ASSIGNED TASK: Find the lines below that contain "name" and tally them. Return only the total.
---- THE RECORDS
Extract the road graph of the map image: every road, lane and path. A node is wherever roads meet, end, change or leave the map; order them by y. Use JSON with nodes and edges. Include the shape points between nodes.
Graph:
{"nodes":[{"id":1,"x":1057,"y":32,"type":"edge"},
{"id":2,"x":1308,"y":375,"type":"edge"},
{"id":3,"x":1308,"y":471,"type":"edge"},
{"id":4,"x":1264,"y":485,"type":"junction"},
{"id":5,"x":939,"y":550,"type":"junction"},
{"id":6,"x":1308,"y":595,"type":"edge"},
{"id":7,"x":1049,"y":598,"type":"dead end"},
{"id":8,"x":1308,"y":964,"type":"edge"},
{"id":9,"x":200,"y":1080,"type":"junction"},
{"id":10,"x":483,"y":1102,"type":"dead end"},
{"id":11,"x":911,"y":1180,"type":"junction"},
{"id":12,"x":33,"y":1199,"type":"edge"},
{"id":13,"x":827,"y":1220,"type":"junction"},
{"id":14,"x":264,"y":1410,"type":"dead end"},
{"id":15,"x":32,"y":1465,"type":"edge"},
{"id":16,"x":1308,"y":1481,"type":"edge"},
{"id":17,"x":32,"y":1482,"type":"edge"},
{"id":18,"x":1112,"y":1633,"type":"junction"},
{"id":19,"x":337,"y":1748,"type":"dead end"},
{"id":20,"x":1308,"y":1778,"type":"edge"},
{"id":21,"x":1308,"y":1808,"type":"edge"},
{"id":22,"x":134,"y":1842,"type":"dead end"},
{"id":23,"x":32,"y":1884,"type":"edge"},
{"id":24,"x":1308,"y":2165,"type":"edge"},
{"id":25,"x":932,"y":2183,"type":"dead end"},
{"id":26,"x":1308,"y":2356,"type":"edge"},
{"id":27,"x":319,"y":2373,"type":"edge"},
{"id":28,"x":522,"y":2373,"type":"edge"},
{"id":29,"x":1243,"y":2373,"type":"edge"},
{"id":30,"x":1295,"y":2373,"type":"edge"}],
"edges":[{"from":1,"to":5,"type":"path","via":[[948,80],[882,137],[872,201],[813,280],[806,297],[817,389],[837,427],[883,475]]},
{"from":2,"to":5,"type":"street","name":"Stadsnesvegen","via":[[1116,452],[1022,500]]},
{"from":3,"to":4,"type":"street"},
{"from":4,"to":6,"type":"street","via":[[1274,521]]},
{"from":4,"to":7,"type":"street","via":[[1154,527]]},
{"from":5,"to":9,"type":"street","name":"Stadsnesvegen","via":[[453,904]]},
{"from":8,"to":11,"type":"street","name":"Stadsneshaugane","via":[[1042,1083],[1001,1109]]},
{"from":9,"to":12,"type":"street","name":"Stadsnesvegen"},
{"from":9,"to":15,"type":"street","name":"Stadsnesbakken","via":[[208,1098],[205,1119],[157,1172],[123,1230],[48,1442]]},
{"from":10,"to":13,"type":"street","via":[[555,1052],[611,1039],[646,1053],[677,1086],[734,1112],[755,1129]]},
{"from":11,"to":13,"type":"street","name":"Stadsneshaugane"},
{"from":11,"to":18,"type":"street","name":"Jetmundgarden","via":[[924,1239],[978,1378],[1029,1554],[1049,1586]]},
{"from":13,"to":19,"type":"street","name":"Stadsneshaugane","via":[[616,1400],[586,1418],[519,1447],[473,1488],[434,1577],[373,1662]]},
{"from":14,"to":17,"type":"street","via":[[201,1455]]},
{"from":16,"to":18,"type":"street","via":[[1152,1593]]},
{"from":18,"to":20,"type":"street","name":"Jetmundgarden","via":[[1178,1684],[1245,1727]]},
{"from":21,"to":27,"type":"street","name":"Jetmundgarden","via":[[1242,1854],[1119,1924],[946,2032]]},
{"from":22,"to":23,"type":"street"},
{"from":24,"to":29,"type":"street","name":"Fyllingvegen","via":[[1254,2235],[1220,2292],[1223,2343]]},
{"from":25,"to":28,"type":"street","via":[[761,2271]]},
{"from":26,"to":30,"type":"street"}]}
--------
YOUR RESPONSE: 11